Managing Data Integrity

How to manage data integrity of files with IBM Storage Archive Enterprise Edition.

Starting from 1.3.3.0, IBM Storage Archive Enterprise Edition can detect file corruption by using the file hash value that is calculated by the MD5 algorithm. During the migration, it calculates the file hash value of the file contents and stores it in both the DMAPI attribute of the stub file on disk and the extended attribute on tape. It also validates data integrity during recall by comparing the stored value with the newly calculated value.
Note: This function is effective only for the files that are newly migrated after upgrading the IBM Storage Archive Enterprise Edition to 1.3.3.0 or later. 

The file hash process during the migration

IBM Storage Archive Enterprise Edition calculates the file hash value of the target file while it reads the file from the disk and transporting it to the tape drive. After transporting the entire file, it adds the calculated file hash value as an extended attribute named ltfs.hash.md5sum. For example,

[root@ltfsee_vm]/ltfs/VTAP15L5/.LTFSEE_DATA getfattr -d ./4965006092968729555-7288246275357059264-234252992-29383-0
# file: 4965006092968729555-7288246275357059264-234252992-29383-0
user.ibm.ltfsee.gpfs.objtype="regfile"
user.ibm.ltfsee.gpfs.path="/ibm/fs1/10mb_0"
user.ibm.ltfsee.objgen="38"
user.ltfs.hash.md5sum="26537607147eee48f569915794bb39b5"
After it writes the extended attribute for all the replicas, it adds the DMAPI attribute named IBMMD5. For example,

[root@ltfsee_vm]/ibm/fs1 mmlsattr -L -d 10mb_0 | grep IBMMD5
dmapi.IBMMD5:         "26537607147eee48f569915794bb39b5"

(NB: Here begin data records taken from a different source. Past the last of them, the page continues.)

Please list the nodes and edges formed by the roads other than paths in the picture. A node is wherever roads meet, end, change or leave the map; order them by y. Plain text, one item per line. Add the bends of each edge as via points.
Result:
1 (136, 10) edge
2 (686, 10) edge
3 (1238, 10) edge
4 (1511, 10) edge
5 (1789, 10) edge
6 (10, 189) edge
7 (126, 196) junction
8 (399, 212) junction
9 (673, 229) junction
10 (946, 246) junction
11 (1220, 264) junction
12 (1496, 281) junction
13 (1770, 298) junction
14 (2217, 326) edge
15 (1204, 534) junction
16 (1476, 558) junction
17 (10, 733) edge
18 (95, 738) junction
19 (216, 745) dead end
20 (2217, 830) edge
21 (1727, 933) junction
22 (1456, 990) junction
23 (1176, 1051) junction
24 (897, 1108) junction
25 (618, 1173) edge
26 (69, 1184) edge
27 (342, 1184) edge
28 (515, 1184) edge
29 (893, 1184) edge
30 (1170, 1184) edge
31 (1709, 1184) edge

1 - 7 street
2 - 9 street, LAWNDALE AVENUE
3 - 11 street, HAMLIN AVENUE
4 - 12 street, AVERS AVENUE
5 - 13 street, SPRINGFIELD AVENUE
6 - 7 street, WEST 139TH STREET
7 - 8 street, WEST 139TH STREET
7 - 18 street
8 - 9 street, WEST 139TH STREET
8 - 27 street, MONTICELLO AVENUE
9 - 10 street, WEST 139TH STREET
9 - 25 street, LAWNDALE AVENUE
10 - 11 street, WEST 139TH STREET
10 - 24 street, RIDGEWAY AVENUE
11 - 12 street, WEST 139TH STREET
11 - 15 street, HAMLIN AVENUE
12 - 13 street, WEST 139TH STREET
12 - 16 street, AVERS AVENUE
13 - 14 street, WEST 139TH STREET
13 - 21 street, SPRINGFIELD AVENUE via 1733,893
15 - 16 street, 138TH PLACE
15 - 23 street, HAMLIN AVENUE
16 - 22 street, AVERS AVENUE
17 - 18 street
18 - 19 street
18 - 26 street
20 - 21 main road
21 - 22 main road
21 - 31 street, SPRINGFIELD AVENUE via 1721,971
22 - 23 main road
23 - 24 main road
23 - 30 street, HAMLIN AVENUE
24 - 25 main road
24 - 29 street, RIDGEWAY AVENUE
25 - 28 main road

The file hash process during the recall

IBM Storage Archive Enterprise Edition calculates the file hash value of the target file while reading it from the tape and transporting it to the server. After transporting the entire file, it compares the file hash value on IBMMD5 to the file hash value on ltfs.hash.md5sum. If they differ, the recall fails. The fact that these file hash values are not identical indicates that incorrect data is read or written. The eeadm task show command for the task helps to identify that the recall was failed due to inconsistent file hash value. The following example shows Failed (Inconsistent file hash) as the Result Summary.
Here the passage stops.